Wednesday, July 27, 2016

Café Society [2016]

MPAA (PG-13)  ChicagoTribune (2 1/2 Stars)  RogerEbert.com (3 Stars)  AVClub (B-)  Fr. Dennis (3 Stars)

IMDb listing
ChicagoTribune (M. Phillips) review
RogerEbert.com (G. Kenny) review
AVClub (A.A. Dowd) review  


Café Society [2016] (written and directed by Woody Allen [wikip] [IMDb]) is ... "this year's Woody Allen movie."  That said, one does wonder, he being 81 years of age, how many more he'll be able to make.

Indeed, on numerous levels there was a swansong quality to this film: 

First, this was a nostalgia / period piece set in both New York / Hollywood of yesteryear (more or less of the 1930s): A young Jewish kid named "Bobby" (played by Jesse Eisenberg) from The Bronx sets out to L.A. in hopes that his "made it there" rich "Hollywood producer" uncle Phil Stern (played by Steve Carell) could find him a job / some job "in the business." 

Well, wide eyed Bobby got an education in disappointment and not just in employment but above all in human frailty.  While there, he watches his uncle leave his wife of 25 years for a 25 year old.  And Bobby hears his uncle confess to him "My wife did nothing wrong.  She's a good woman and has been a good wife."  So why did he leave her?  He simply fell, completely fell for the other (much) younger woman.  On the flip side, Bobby learned (to his disappointment) that he really wasn't yet ready for the seemingly age appropriate woman that he had fallen for, Vonnie (played by Kristen Stewart).  There some things being said there that Allen would have experience with.

Bobby returns, disappointed, to New York and gets a job working at a club for another uncle of his, Ben Dorfman (played by Corey Stoll) who, having not exactly lived an honest life and staring death in the face, despite having been born and raised Jewish, has something of a last-gasp conversion to ... CATHOLICISM ;-).  Why?  The possibility of both forgiveness and an afterlife.  "I'd want something of me to go on after I die."  And even one of his sisters admits: "If we Jews believed in an afterlife, we'd probably have more followers."  On one hand, it all seems rather flippant.  On the other hand, even with a smile, Allen makes some of the most penetratingly serious movies around (witness last year's Irrational Man [2015]) and at 81 ... Allen today is facing (approaching) death as well.  Again, there's a lot being suggested in this rather surprising subplot.

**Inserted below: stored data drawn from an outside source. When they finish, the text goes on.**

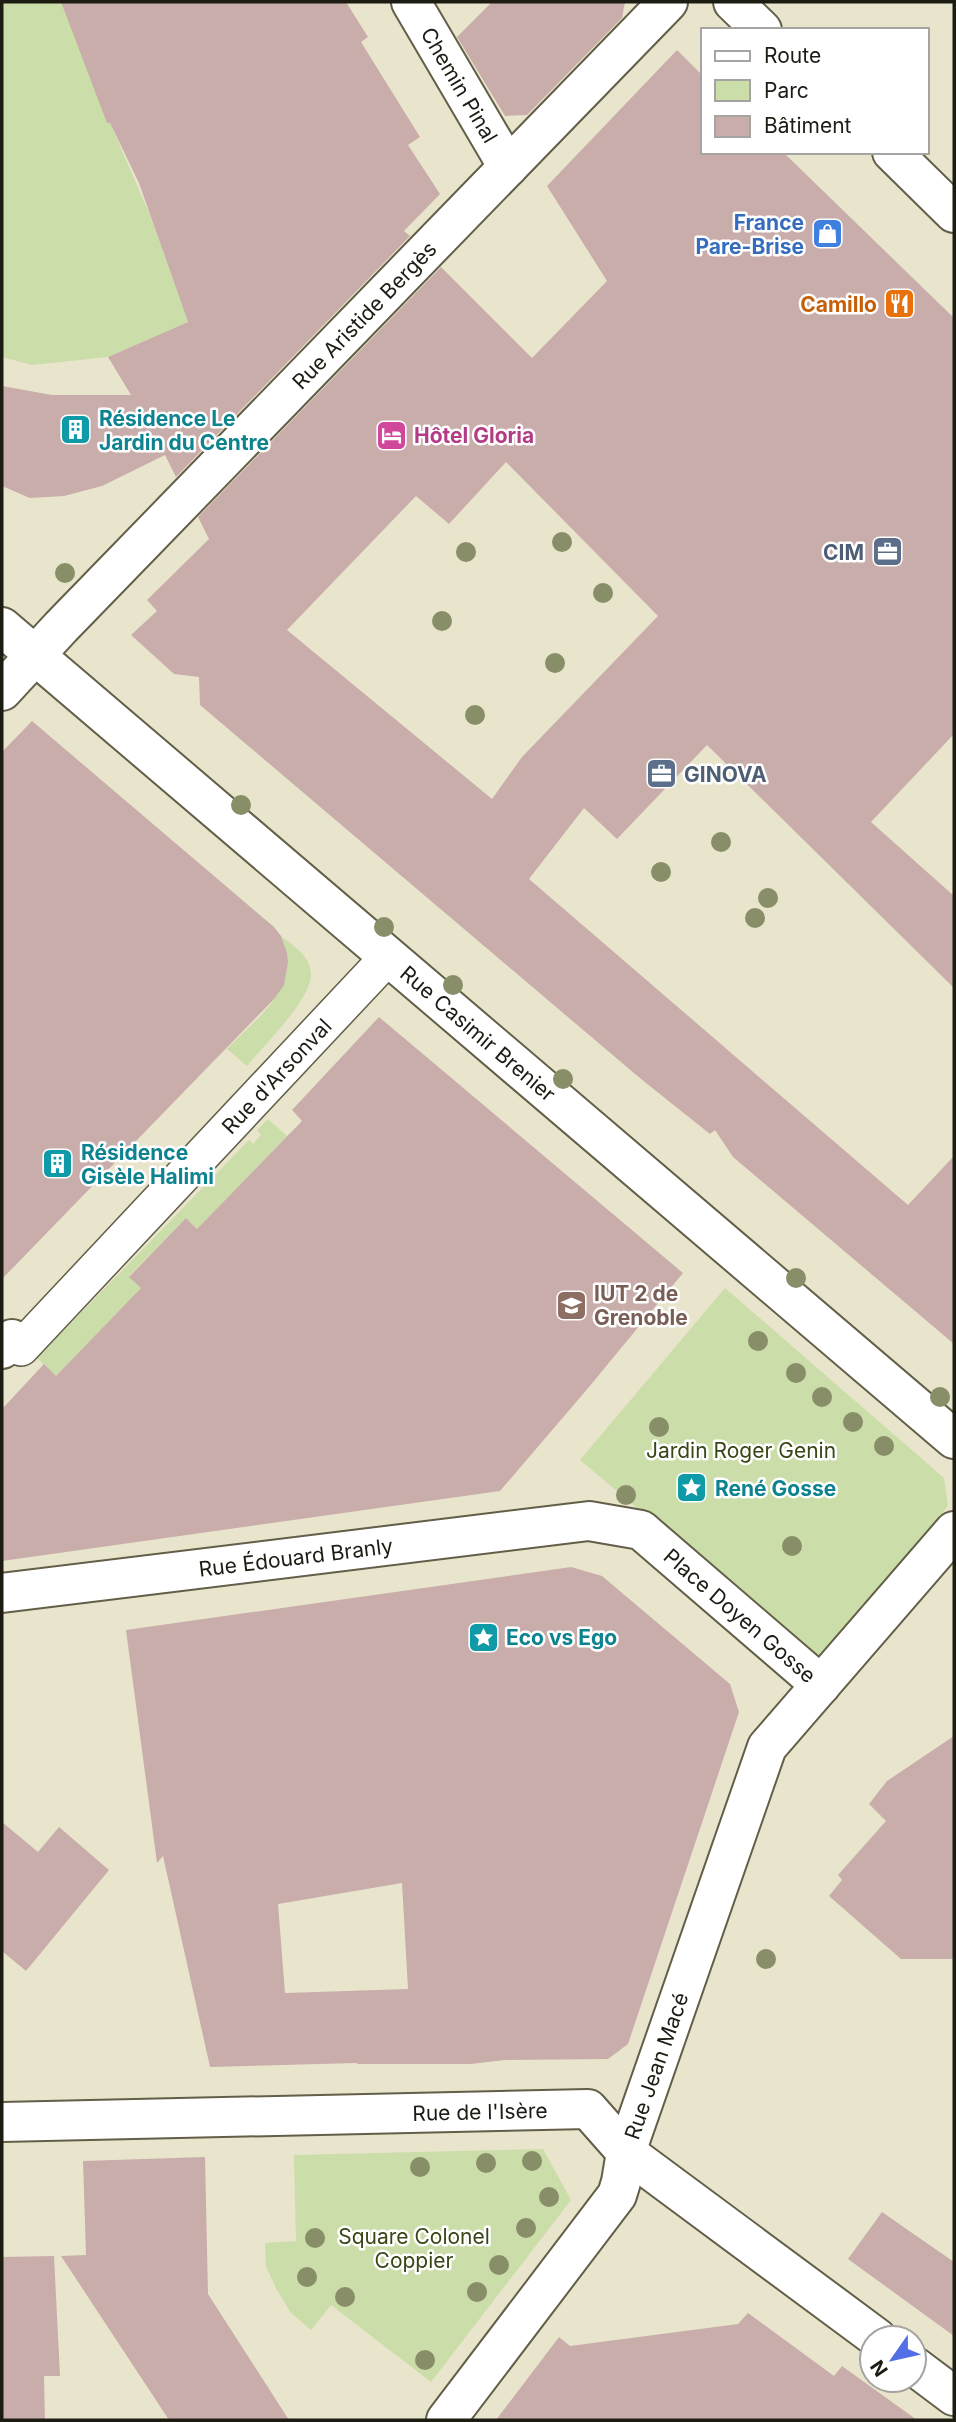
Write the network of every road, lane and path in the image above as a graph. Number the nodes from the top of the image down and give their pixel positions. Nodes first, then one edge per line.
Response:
1 (411, 2) edge
2 (668, 2) edge
3 (733, 2) edge
4 (760, 28) edge
5 (894, 154) edge
6 (508, 167) junction
7 (954, 213) edge
8 (2, 627) edge
9 (35, 656) junction
10 (2, 691) edge
11 (388, 957) junction
12 (11, 1345) edge
13 (954, 1439) edge
14 (589, 1521) joint
15 (954, 1531) edge
16 (2, 1593) edge
17 (821, 1685) junction
18 (2, 2122) edge
19 (626, 2152) junction
20 (858, 2324) edge
21 (928, 2376) edge
22 (954, 2396) edge
23 (446, 2420) edge

1 - 6 street, Chemin Pinal
2 - 6 street, Rue Aristide Bergès
3 - 4 street
5 - 7 street
6 - 9 street, Rue Aristide Bergès
8 - 9 street, Rue Casimir Brenier
9 - 10 street, Rue Aristide Bergès
9 - 11 street, Rue Casimir Brenier
11 - 12 street, Rue d'Arsonval
11 - 13 street, Rue Casimir Brenier
14 - 16 street, Rue Édouard Branly
14 - 17 street, Place Doyen Gosse
15 - 17 street, Place Doyen Gosse
17 - 19 street, Rue Jean Macé
18 - 19 street, Rue de l'Isère
19 - 20 street, Rue de l'Isère
19 - 23 street, Rue Jean Macé
21 - 22 street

Finally, Allen himself does the voice over / narration parts in this film and it is clear that he was struggling with his own lines, especially at the beginning.

So yes, as much as I've enjoyed so many of Woody Allen's movies over the years, it's pretty clear to me that there aren't going to be many more.  And if there's been a "Confessional" quality to a number of his most recent films, I'm neither surprised and actually somewhat relieved for him.  For I do belong to the Catholic Church, and I do believe therefore that we will meet our Maker at the end.  And what certainly coming to terms with what we've done in this life (both the Good and not so Good) certainly would make that encounter easier.

In any case, Allen leaves his viewers (again) with a quite a lot to think about.